### Extracted material
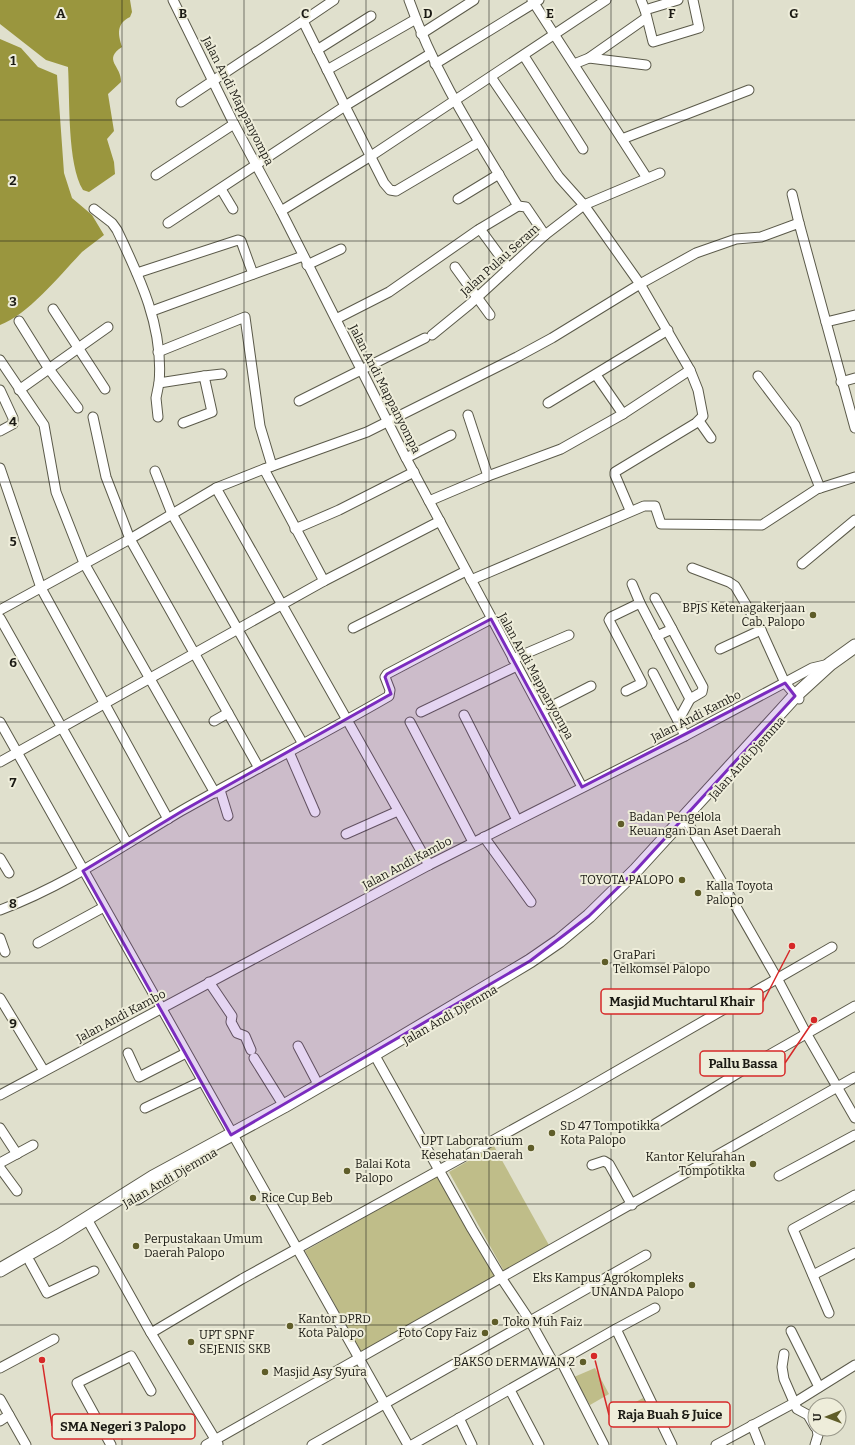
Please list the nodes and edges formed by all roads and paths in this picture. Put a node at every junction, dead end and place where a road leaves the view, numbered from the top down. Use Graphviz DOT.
graph roads {
  1 [pos="173,0"];
  2 [pos="334,0"];
  3 [pos="410,0"];
  4 [pos="474,0"];
  5 [pos="606,0"];
  6 [pos="640,0"];
  7 [pos="678,0"];
  8 [pos="693,0"];
  9 [pos="535,1"];
  10 [pos="645,14"];
  11 [pos="371,16"];
  12 [pos="416,19"];
  13 [pos="303,21"];
  14 [pos="421,34"];
  15 [pos="555,35"];
  16 [pos="317,50"];
  17 [pos="430,54"];
  18 [pos="524,56"];
  19 [pos="589,58"];
  20 [pos="434,64"];
  21 [pos="574,64"];
  22 [pos="646,65"];
  23 [pos="327,70"];
  24 [pos="491,77"];
  25 [pos="213,79"];
  26 [pos="749,90"];
  27 [pos="455,99"];
  28 [pos="181,102"];
  29 [pos="345,106"];
  30 [pos="234,124"];
  31 [pos="622,139"];
  32 [pos="479,142"];
  33 [pos="583,149"];
  34 [pos="371,156"];
  35 [pos="256,166"];
  36 [pos="660,173"];
  37 [pos="499,174"];
  38 [pos="156,175"];
  39 [pos="647,178"];
  40 [pos="221,189"];
  41 [pos="792,194"];
  42 [pos="458,199"];
  43 [pos="584,204"];
  44 [pos="518,206"];
  45 [pos="233,209"];
  46 [pos="94,210"];
  47 [pos="281,211"];
  48 [pos="168,223"];
  49 [pos="799,223"];
  50 [pos="480,229"];
  51 [pos="545,235"];
  52 [pos="341,249"];
  53 [pos="303,256"];
  54 [pos="307,265"];
  55 [pos="455,267"];
  56 [pos="508,267"];
  57 [pos="137,273"];
  58 [pos="253,274"];
  59 [pos="640,284"];
  60 [pos="477,297"];
  61 [pos="52,310"];
  62 [pos="152,311"];
  63 [pos="490,315"];
  64 [pos="855,315"];
  65 [pos="336,319"];
  66 [pos="18,321"];
  67 [pos="826,322"];
  68 [pos="108,327"];
  69 [pos="668,330"];
  70 [pos="78,348"];
  71 [pos="158,352"];
  72 [pos="0,360"];
  73 [pos="49,369"];
  74 [pos="362,370"];
  75 [pos="690,370"];
  76 [pos="222,374"];
  77 [pos="596,375"];
  78 [pos="204,376"];
  79 [pos="758,376"];
  80 [pos="855,378"];
  81 [pos="841,382"];
  82 [pos="158,383"];
  83 [pos="105,389"];
  84 [pos="0,390"];
  85 [pos="19,390"];
  86 [pos="299,401"];
  87 [pos="548,403"];
  88 [pos="78,408"];
  89 [pos="623,414"];
  90 [pos="468,415"];
  91 [pos="854,415"];
  92 [pos="94,416"];
  93 [pos="158,417"];
  94 [pos="698,421"];
  95 [pos="388,422"];
  96 [pos="183,423"];
  97 [pos="855,428"];
  98 [pos="0,431"];
  99 [pos="451,435"];
  100 [pos="711,438"];
  101 [pos="406,458"];
  102 [pos="268,467"];
  103 [pos="0,468"];
  104 [pos="155,471"];
  105 [pos="414,472"];
  106 [pos="488,476"];
  107 [pos="855,477"];
  108 [pos="216,488"];
  109 [pos="820,488"];
  110 [pos="429,501"];
  111 [pos="630,510"];
  112 [pos="172,514"];
  113 [pos="855,520"];
  114 [pos="440,521"];
  115 [pos="295,529"];
  116 [pos="130,539"];
  117 [pos="84,563"];
  118 [pos="802,564"];
  119 [pos="692,568"];
  120 [pos="466,570"];
  121 [pos="471,580"];
  122 [pos="324,581"];
  123 [pos="632,584"];
  124 [pos="41,588"];
  125 [pos="655,598"];
  126 [pos="640,603"];
  127 [pos="281,606"];
  128 [pos="0,610"];
  129 [pos="0,618"];
  130 [pos="491,619"];
  131 [pos="353,628"];
  132 [pos="237,629"];
  133 [pos="672,629"];
  134 [pos="761,630"];
  135 [pos="569,635"];
  136 [pos="657,636"];
  137 [pos="855,646"];
  138 [pos="720,649"];
  139 [pos="194,655"];
  140 [pos="855,655"];
  141 [pos="515,663"];
  142 [pos="832,667"];
  143 [pos="653,673"];
  144 [pos="149,680"];
  145 [pos="785,683"];
  146 [pos="591,686"];
  147 [pos="626,692"];
  148 [pos="798,698"];
  149 [pos="690,699"];
  150 [pos="105,705"];
  151 [pos="542,711"];
  152 [pos="421,712"];
  153 [pos="228,714"];
  154 [pos="464,714"];
  155 [pos="214,721"];
  156 [pos="347,721"];
  157 [pos="678,721"];
  158 [pos="0,722"];
  159 [pos="410,722"];
  160 [pos="62,728"];
  161 [pos="685,736"];
  162 [pos="303,744"];
  163 [pos="17,752"];
  164 [pos="289,752"];
  165 [pos="0,762"];
  166 [pos="259,768"];
  167 [pos="582,787"];
  168 [pos="217,791"];
  169 [pos="398,810"];
  170 [pos="315,812"];
  171 [pos="228,816"];
  172 [pos="168,819"];
  173 [pos="686,819"];
  174 [pos="517,820"];
  175 [pos="346,834"];
  176 [pos="484,837"];
  177 [pos="473,842"];
  178 [pos="127,843"];
  179 [pos="0,858"];
  180 [pos="429,865"];
  181 [pos="83,871"];
  182 [pos="9,874"];
  183 [pos="531,902"];
  184 [pos="104,907"];
  185 [pos="0,910"];
  186 [pos="0,938"];
  187 [pos="38,943"];
  188 [pos="832,947"];
  189 [pos="5,952"];
  190 [pos="778,980"];
  191 [pos="209,982"];
  192 [pos="0,998"];
  193 [pos="855,1006"];
  194 [pos="162,1008"];
  195 [pos="806,1034"];
  196 [pos="298,1046"];
  197 [pos="128,1053"];
  198 [pos="186,1053"];
  199 [pos="376,1056"];
  200 [pos="44,1071"];
  201 [pos="855,1077"];
  202 [pos="202,1081"];
  203 [pos="319,1086"];
  204 [pos="837,1088"];
  205 [pos="0,1094"];
  206 [pos="284,1106"];
  207 [pos="145,1108"];
  208 [pos="855,1118"];
  209 [pos="655,1124"];
  210 [pos="0,1128"];
  211 [pos="855,1135"];
  212 [pos="233,1138"];
  213 [pos="33,1145"];
  214 [pos="17,1154"];
  215 [pos="0,1163"];
  216 [pos="592,1165"];
  217 [pos="0,1168"];
  218 [pos="440,1169"];
  219 [pos="779,1176"];
  220 [pos="17,1191"];
  221 [pos="855,1195"];
  222 [pos="632,1205"];
  223 [pos="89,1222"];
  224 [pos="297,1249"];
  225 [pos="855,1253"];
  226 [pos="646,1255"];
  227 [pos="30,1262"];
  228 [pos="0,1270"];
  229 [pos="94,1271"];
  230 [pos="813,1275"];
  231 [pos="0,1278"];
  232 [pos="502,1279"];
  233 [pos="655,1308"];
  234 [pos="829,1313"];
  235 [pos="530,1321"];
  236 [pos="616,1329"];
  237 [pos="791,1331"];
  238 [pos="151,1333"];
  239 [pos="54,1339"];
  240 [pos="784,1354"];
  241 [pos="359,1358"];
  242 [pos="557,1363"];
  243 [pos="855,1365"];
  244 [pos="0,1368"];
  245 [pos="819,1387"];
  246 [pos="510,1390"];
  247 [pos="151,1391"];
  248 [pos="0,1399"];
  249 [pos="794,1403"];
  250 [pos="385,1404"];
  251 [pos="807,1414"];
  252 [pos="9,1415"];
  253 [pos="458,1418"];
  254 [pos="0,1421"];
  255 [pos="752,1425"];
  256 [pos="217,1442"];
  257 [pos="26,1445"];
  258 [pos="111,1445"];
  259 [pos="206,1445"];
  260 [pos="312,1445"];
  261 [pos="408,1445"];
  262 [pos="412,1445"];
  263 [pos="472,1445"];
  264 [pos="539,1445"];
  265 [pos="604,1445"];
  266 [pos="672,1445"];
  267 [pos="716,1445"];
  268 [pos="760,1445"];
  1 -- 25 [label="street, Jalan Andi Mappanyompa"];
  2 -- 13 [label="street"];
  3 -- 12 [label="street"];
  4 -- 14 [label="street"];
  5 -- 15 [label="street"];
  6 -- 10 [label="street"];
  7 -- 10 [label="street"];
  8 -- 10 [label="street"];
  9 -- 15 [label="street"];
  9 -- 20 [label="street"];
  10 -- 19 [label="street"];
  11 -- 16 [label="street"];
  12 -- 14 [label="street"];
  12 -- 23 [label="street"];
  13 -- 16 [label="street"];
  13 -- 25 [label="street"];
  14 -- 17 [label="street"];
  15 -- 18 [label="street"];
  15 -- 21 [label="street"];
  16 -- 23 [label="street"];
  17 -- 20 [label="street"];
  17 -- 29 [label="street"];
  18 -- 24 [label="street"];
  18 -- 33 [label="street"];
  19 -- 21 [label="street"];
  19 -- 22 [label="street"];
  20 -- 27 [label="street"];
  21 -- 31 [label="street"];
  23 -- 29 [label="street"];
  24 -- 27 [label="street"];
  24 -- 43 [label="street"];
  25 -- 28 [label="street"];
  25 -- 30 [label="street, Jalan Andi Mappanyompa"];
  26 -- 31 [label="street"];
  27 -- 32 [label="street"];
  27 -- 34 [label="street"];
  29 -- 34 [label="street"];
  29 -- 35 [label="street"];
  30 -- 35 [label="street, Jalan Andi Mappanyompa"];
  30 -- 38 [label="street"];
  31 -- 39 [label="street"];
  32 -- 34 [label="street"];
  32 -- 37 [label="street"];
  34 -- 47 [label="street"];
  35 -- 40 [label="street"];
  35 -- 47 [label="street, Jalan Andi Mappanyompa"];
  36 -- 39 [label="street, Jalan Pulau Seram"];
  37 -- 42 [label="street"];
  37 -- 44 [label="street"];
  39 -- 43 [label="street, Jalan Pulau Seram"];
  40 -- 45 [label="street"];
  40 -- 48 [label="street"];
  41 -- 49 [label="street"];
  43 -- 51 [label="street, Jalan Pulau Seram"];
  43 -- 59 [label="street"];
  44 -- 50 [label="street"];
  44 -- 51 [label="street"];
  46 -- 57 [label="street"];
  47 -- 53 [label="street, Jalan Andi Mappanyompa"];
  49 -- 59 [label="street"];
  49 -- 67 [label="street"];
  50 -- 56 [label="street"];
  50 -- 65 [label="street"];
  51 -- 56 [label="street, Jalan Pulau Seram"];
  52 -- 54 [label="street"];
  53 -- 54 [label="street, Jalan Andi Mappanyompa"];
  53 -- 58 [label="street"];
  54 -- 65 [label="street, Jalan Andi Mappanyompa"];
  55 -- 60 [label="street"];
  56 -- 60 [label="street, Jalan Pulau Seram"];
  57 -- 58 [label="street"];
  57 -- 62 [label="street"];
  58 -- 62 [label="street"];
  59 -- 69 [label="street"];
  59 -- 95 [label="street"];
  60 -- 63 [label="street"];
  60 -- 74 [label="street, Jalan Pulau Seram"];
  61 -- 70 [label="street"];
  62 -- 71 [label="street"];
  64 -- 67 [label="street"];
  65 -- 74 [label="street, Jalan Andi Mappanyompa"];
  66 -- 73 [label="street"];
  67 -- 81 [label="street"];
  68 -- 70 [label="street"];
  69 -- 75 [label="street"];
  69 -- 77 [label="street"];
  70 -- 73 [label="street"];
  70 -- 83 [label="street"];
  71 -- 82 [label="street"];
  71 -- 102 [label="street"];
  72 -- 85 [label="street"];
  73 -- 85 [label="street"];
  73 -- 88 [label="street"];
  74 -- 86 [label="street, Jalan Pulau Seram"];
  74 -- 95 [label="street, Jalan Andi Mappanyompa"];
  75 -- 89 [label="street"];
  75 -- 94 [label="street"];
  76 -- 78 [label="street"];
  77 -- 87 [label="street"];
  77 -- 89 [label="street"];
  78 -- 82 [label="street"];
  78 -- 96 [label="street"];
  79 -- 109 [label="street"];
  80 -- 81 [label="street"];
  81 -- 91 [label="street"];
  82 -- 93 [label="street"];
  84 -- 98 [label="street"];
  85 -- 117 [label="street"];
  89 -- 106 [label="street"];
  90 -- 106 [label="street"];
  91 -- 97 [label="street"];
  92 -- 116 [label="street"];
  94 -- 100 [label="street"];
  94 -- 111 [label="street"];
  95 -- 101 [label="street, Jalan Andi Mappanyompa"];
  95 -- 102 [label="street"];
  99 -- 101 [label="street"];
  101 -- 105 [label="street, Jalan Andi Mappanyompa"];
  102 -- 108 [label="street"];
  102 -- 115 [label="street"];
  103 -- 124 [label="street"];
  104 -- 112 [label="street"];
  105 -- 110 [label="street, Jalan Andi Mappanyompa"];
  105 -- 115 [label="street"];
  106 -- 110 [label="street"];
  107 -- 109 [label="street"];
  108 -- 112 [label="street"];
  108 -- 127 [label="street"];
  109 -- 111 [label="street"];
  110 -- 114 [label="street, Jalan Andi Mappanyompa"];
  111 -- 121 [label="street"];
  112 -- 116 [label="street"];
  112 -- 132 [label="street"];
  113 -- 118 [label="street"];
  114 -- 120 [label="street, Jalan Andi Mappanyompa"];
  114 -- 122 [label="street"];
  115 -- 122 [label="street"];
  116 -- 117 [label="street"];
  116 -- 139 [label="street"];
  117 -- 124 [label="street"];
  117 -- 144 [label="street"];
  119 -- 134 [label="street"];
  120 -- 121 [label="street, Jalan Andi Mappanyompa"];
  120 -- 131 [label="street"];
  121 -- 130 [label="street, Jalan Andi Mappanyompa"];
  122 -- 127 [label="street"];
  123 -- 126 [label="street"];
  124 -- 128 [label="street"];
  124 -- 150 [label="street"];
  125 -- 133 [label="street"];
  126 -- 136 [label="street"];
  126 -- 147 [label="street"];
  127 -- 132 [label="street"];
  127 -- 156 [label="street"];
  129 -- 160 [label="street"];
  130 -- 141 [label="street, Jalan Andi Mappanyompa"];
  130 -- 156 [label="street"];
  132 -- 139 [label="street"];
  132 -- 162 [label="street"];
  133 -- 136 [label="street"];
  133 -- 149 [label="street"];
  134 -- 138 [label="street"];
  134 -- 145 [label="street"];
  135 -- 141 [label="street"];
  136 -- 149 [label="street"];
  137 -- 142 [label="highway"];
  139 -- 144 [label="street"];
  139 -- 153 [label="street"];
  140 -- 142 [label="highway"];
  141 -- 151 [label="street, Jalan Andi Mappanyompa"];
  141 -- 152 [label="street"];
  142 -- 145 [label="street, Jalan Andi Kambo"];
  142 -- 148 [label="highway, Jalan Andi Djemma"];
  143 -- 157 [label="street"];
  144 -- 150 [label="street"];
  144 -- 168 [label="street"];
  145 -- 148 [label="street"];
  145 -- 161 [label="street, Jalan Andi Kambo"];
  146 -- 151 [label="street"];
  148 -- 173 [label="highway, Jalan Andi Djemma"];
  149 -- 157 [label="street"];
  150 -- 160 [label="street"];
  150 -- 172 [label="street"];
  151 -- 167 [label="street, Jalan Andi Mappanyompa"];
  153 -- 155 [label="street"];
  153 -- 166 [label="street"];
  154 -- 174 [label="street"];
  156 -- 162 [label="street"];
  156 -- 169 [label="street"];
  157 -- 161 [label="street"];
  158 -- 163 [label="street"];
  159 -- 177 [label="street"];
  160 -- 163 [label="street"];
  160 -- 178 [label="street"];
  161 -- 167 [label="street, Jalan Andi Kambo"];
  162 -- 164 [label="street"];
  163 -- 165 [label="street"];
  163 -- 181 [label="street"];
  164 -- 166 [label="street"];
  164 -- 170 [label="street"];
  166 -- 168 [label="street"];
  167 -- 174 [label="street, Jalan Andi Kambo"];
  168 -- 171 [label="street"];
  168 -- 172 [label="street"];
  169 -- 175 [label="street"];
  169 -- 180 [label="street"];
  172 -- 178 [label="street"];
  173 -- 190 [label="street"];
  173 -- 199 [label="highway, Jalan Andi Djemma"];
  174 -- 176 [label="street, Jalan Andi Kambo"];
  176 -- 177 [label="street, Jalan Andi Kambo"];
  176 -- 183 [label="street"];
  177 -- 180 [label="street, Jalan Andi Kambo"];
  178 -- 181 [label="street"];
  179 -- 182 [label="street"];
  180 -- 191 [label="street, Jalan Andi Kambo"];
  181 -- 184 [label="street"];
  181 -- 185 [label="street"];
  184 -- 187 [label="street"];
  184 -- 194 [label="street"];
  186 -- 189 [label="street"];
  188 -- 190 [label="street"];
  190 -- 195 [label="street"];
  190 -- 218 [label="street"];
  191 -- 194 [label="street, Jalan Andi Kambo"];
  191 -- 206 [label="street"];
  192 -- 200 [label="street"];
  193 -- 195 [label="street"];
  194 -- 198 [label="street"];
  194 -- 200 [label="street, Jalan Andi Kambo"];
  195 -- 204 [label="street"];
  195 -- 209 [label="street"];
  196 -- 203 [label="street"];
  197 -- 198 [label="street"];
  198 -- 202 [label="street"];
  199 -- 203 [label="highway, Jalan Andi Djemma"];
  199 -- 212 [label="highway, Jalan Andi Djemma"];
  199 -- 218 [label="street"];
  200 -- 205 [label="street, Jalan Andi Kambo"];
  201 -- 204 [label="street"];
  202 -- 207 [label="street"];
  202 -- 212 [label="street"];
  203 -- 206 [label="highway, Jalan Andi Djemma"];
  204 -- 208 [label="street"];
  204 -- 222 [label="street"];
  206 -- 212 [label="highway, Jalan Andi Djemma"];
  210 -- 214 [label="street"];
  211 -- 219 [label="street"];
  212 -- 223 [label="highway, Jalan Andi Djemma"];
  212 -- 224 [label="street"];
  213 -- 214 [label="street"];
  214 -- 215 [label="street"];
  216 -- 222 [label="street"];
  217 -- 220 [label="street"];
  218 -- 224 [label="street"];
  218 -- 232 [label="street"];
  221 -- 230 [label="street"];
  222 -- 232 [label="street"];
  223 -- 227 [label="highway, Jalan Andi Djemma"];
  223 -- 228 [label="highway, Jalan Andi Djemma"];
  223 -- 238 [label="street"];
  224 -- 238 [label="street"];
  224 -- 241 [label="street"];
  225 -- 230 [label="street"];
  226 -- 235 [label="street"];
  227 -- 229 [label="street"];
  227 -- 231 [label="highway, Jalan Andi Djemma"];
  230 -- 234 [label="street"];
  232 -- 235 [label="street"];
  232 -- 241 [label="street"];
  233 -- 236 [label="street"];
  235 -- 242 [label="street"];
  235 -- 250 [label="street"];
  236 -- 242 [label="street"];
  236 -- 266 [label="street"];
  237 -- 245 [label="street"];
  238 -- 256 [label="street"];
  239 -- 244 [label="street"];
  240 -- 249 [label="street"];
  241 -- 250 [label="street"];
  241 -- 256 [label="street"];
  242 -- 246 [label="street"];
  242 -- 265 [label="street"];
  243 -- 245 [label="street"];
  245 -- 249 [label="street"];
  246 -- 253 [label="street"];
  246 -- 264 [label="street"];
  247 -- 258 [label="street"];
  248 -- 252 [label="street"];
  249 -- 251 [label="street"];
  249 -- 255 [label="street"];
  250 -- 260 [label="street"];
  250 -- 261 [label="street"];
  252 -- 254 [label="street"];
  252 -- 257 [label="street"];
  253 -- 262 [label="street"];
  253 -- 263 [label="street"];
  255 -- 267 [label="street"];
  255 -- 268 [label="street"];
  256 -- 259 [label="street"];
}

### Directions
Please say how many lines of the listing hold the string "roads", answering with the number alone.

### Response
2